Microsoft admits the WSApoll function is broken but won’t do anything about it. Unless perhaps if customers keep nagging them.

Doing portable socket programming has always meant using a bunch of #ifdefs and similar. A program needs to be built on many systems and slowly get adjusted to work really well all over. For ages, for example, Windows only supported select() and not poll() while all sensible systems[*] out there supported poll(). There are several reasons to prefer poll to select when writing code.

Then one day in 2006, Chad Charlin, a developer at Microsoft wrote the following when talking about the new WSApoll() function they introduced in Windows Vista:

Among the many improvements to the Winsock API shipping in Vista is the new WSAPoll function. Its primary purpose is to simplify the porting of a sockets application that currently uses poll() by providing an identical facility in Winsock for managing groups of sockets.

Great! Starting September 2006 curl started using it (shipped in the release curl and libcurl 7.16.0). It seemed like a huge step forward, and as Chad wrote:

If you have experience developing applications using poll(), WSAPoll will be very familiar. It is designed to behave just like poll().

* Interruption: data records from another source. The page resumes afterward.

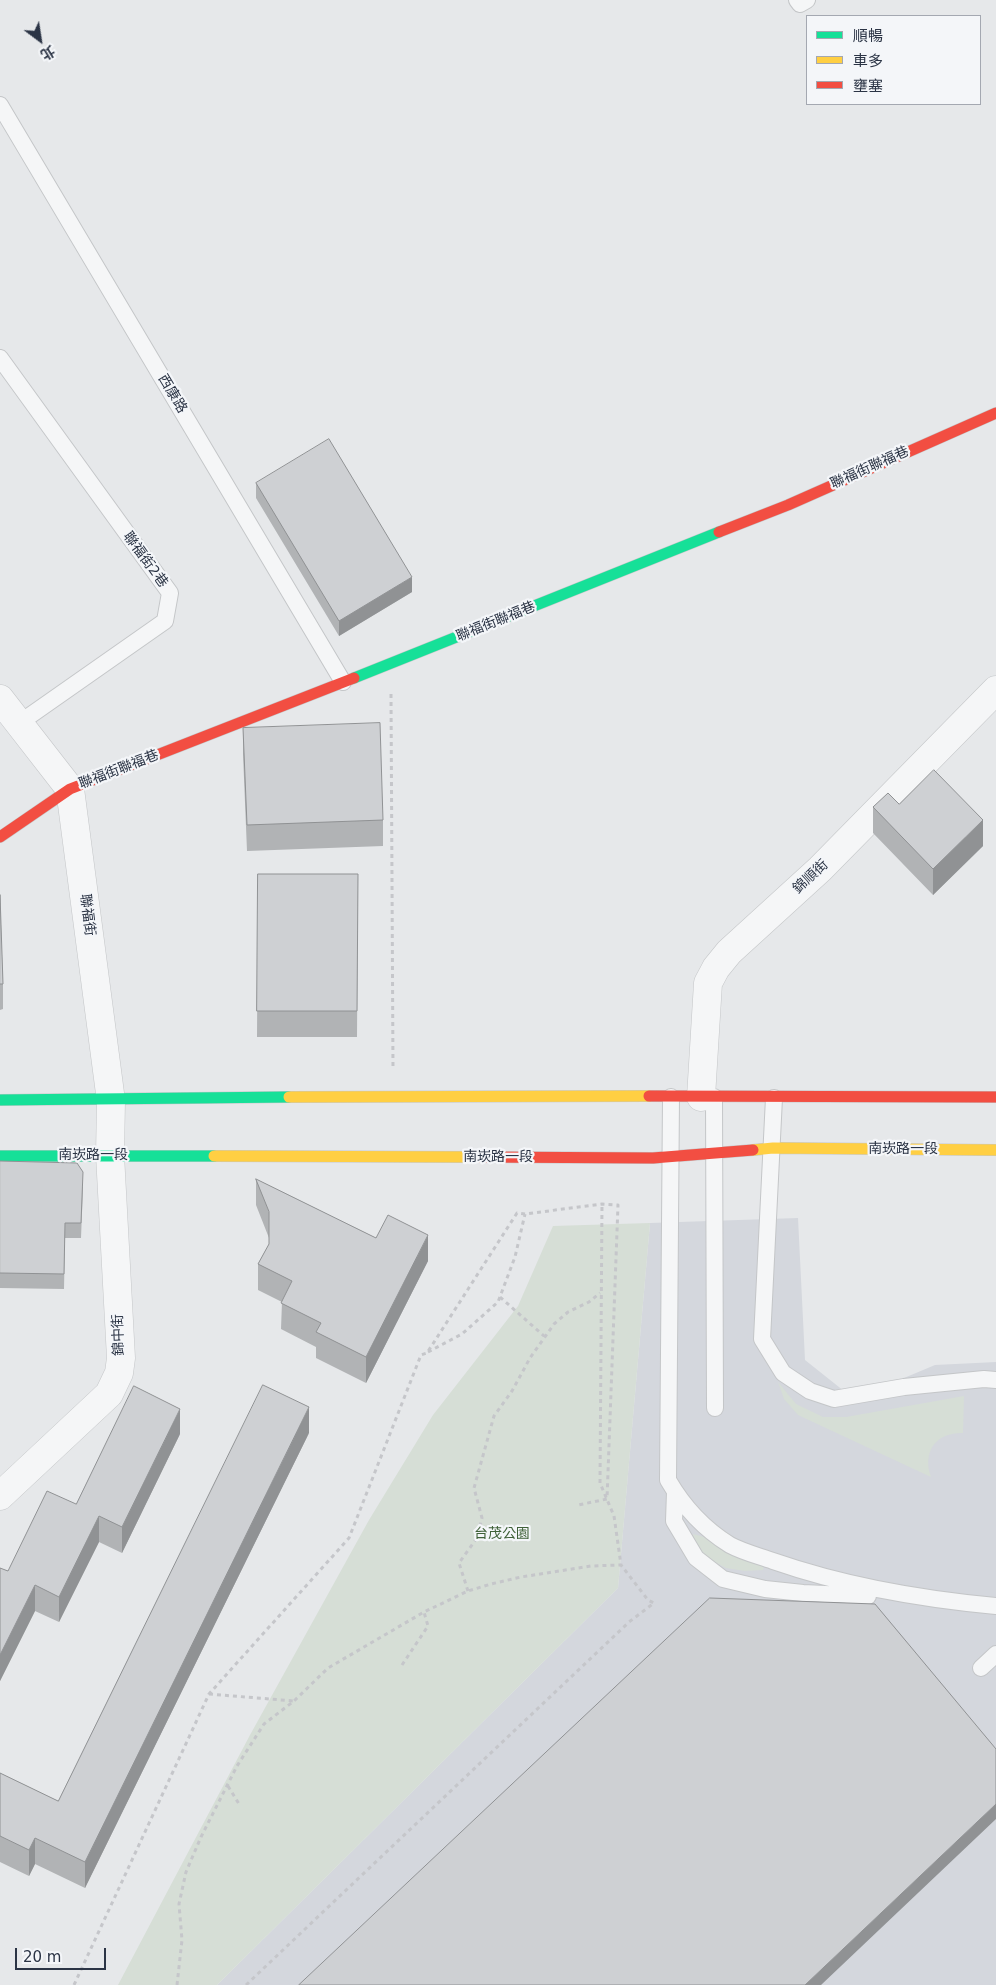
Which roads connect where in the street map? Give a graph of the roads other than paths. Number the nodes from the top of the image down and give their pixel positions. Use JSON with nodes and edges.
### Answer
{"nodes":[{"id":1,"x":0,"y":105,"type":"edge"},
{"id":2,"x":0,"y":358,"type":"edge"},
{"id":3,"x":996,"y":413,"type":"edge"},
{"id":4,"x":343,"y":682,"type":"junction"},
{"id":5,"x":996,"y":690,"type":"edge"},
{"id":6,"x":0,"y":699,"type":"edge"},
{"id":7,"x":18,"y":724,"type":"junction"},
{"id":8,"x":70,"y":789,"type":"junction"},
{"id":9,"x":0,"y":837,"type":"edge"},
{"id":10,"x":671,"y":1097,"type":"junction"},
{"id":11,"x":707,"y":1097,"type":"junction"},
{"id":12,"x":996,"y":1097,"type":"edge"},
{"id":13,"x":774,"y":1098,"type":"junction"},
{"id":14,"x":0,"y":1100,"type":"edge"},
{"id":15,"x":111,"y":1101,"type":"junction"},
{"id":16,"x":773,"y":1148,"type":"junction"},
{"id":17,"x":996,"y":1150,"type":"edge"},
{"id":18,"x":110,"y":1155,"type":"junction"},
{"id":19,"x":0,"y":1156,"type":"edge"},
{"id":20,"x":671,"y":1156,"type":"junction"},
{"id":21,"x":996,"y":1380,"type":"edge"},
{"id":22,"x":715,"y":1408,"type":"dead end"},
{"id":23,"x":676,"y":1492,"type":"junction"},
{"id":24,"x":0,"y":1496,"type":"edge"},
{"id":25,"x":918,"y":1597,"type":"junction"},
{"id":26,"x":996,"y":1606,"type":"edge"},
{"id":27,"x":996,"y":1654,"type":"edge"},
{"id":28,"x":981,"y":1668,"type":"dead end"}],
"edges":[{"from":1,"to":4,"type":"lane","name":"西康路"},
{"from":2,"to":7,"type":"lane","name":"聯福街2巷"},
{"from":3,"to":4,"type":"main road","name":"聯福街聯福巷"},
{"from":4,"to":8,"type":"main road","name":"聯福街聯福巷"},
{"from":5,"to":11,"type":"street","name":"錦順街"},
{"from":6,"to":7,"type":"street"},
{"from":7,"to":8,"type":"street"},
{"from":8,"to":9,"type":"main road","name":"聯福街聯福巷"},
{"from":8,"to":15,"type":"street","name":"聯福街"},
{"from":10,"to":11,"type":"main road"},
{"from":10,"to":15,"type":"main road"},
{"from":10,"to":20,"type":"lane"},
{"from":11,"to":13,"type":"main road"},
{"from":11,"to":22,"type":"lane"},
{"from":12,"to":13,"type":"main road"},
{"from":13,"to":16,"type":"lane"},
{"from":14,"to":15,"type":"main road"},
{"from":15,"to":18,"type":"street","name":"聯福街"},
{"from":16,"to":17,"type":"main road","name":"南崁路一段"},
{"from":16,"to":20,"type":"main road","name":"南崁路一段"},
{"from":16,"to":21,"type":"lane"},
{"from":18,"to":19,"type":"main road","name":"南崁路一段"},
{"from":18,"to":20,"type":"main road","name":"南崁路一段"},
{"from":18,"to":24,"type":"street","name":"錦中街"},
{"from":20,"to":23,"type":"lane"},
{"from":23,"to":25,"type":"lane"},
{"from":23,"to":25,"type":"lane"},
{"from":25,"to":26,"type":"lane"},
{"from":27,"to":28,"type":"lane"}]}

Emphasis added by me. It was (of course) made to work like poll, and that’s why the API is made like that. Why would you introduce something that is almost like poll() except in minor details?

Since the new function only was available in Vista and later, it took a while until libcurl users in a more wider scale got to use it but over time Windows XP users are slowly shifting away and more and more libcurl Windows users therefore use the WSApoll based builds. Life seemed to be good. Some users noticed funny things and reported bugs we couldn’t repeat (on other platforms) but nothing really stood out and no big alarm bells went off.

During July 2012, a user of libcurl on Windows, Jan Koen Annot experienced such problems and he didn’t just sigh and move on. He rolled up his sleeves and decided to get to the bottom. Perhaps he could fix a bug or two while at it? (It seems reasonable that he thought so, I haven’t actually asked him!) What he found was however not a bug in libcurl. He found out that WSApoll did indeed not work like poll (his initial post to curl-library on the problem)! On August 1st he submitted a support issue to Microsoft about it. On August 7 we pushed the commit to curl that removed our use of WSApoll.

A few days go Jan reported back on how the case has gone, where his journey down the support alleys took him.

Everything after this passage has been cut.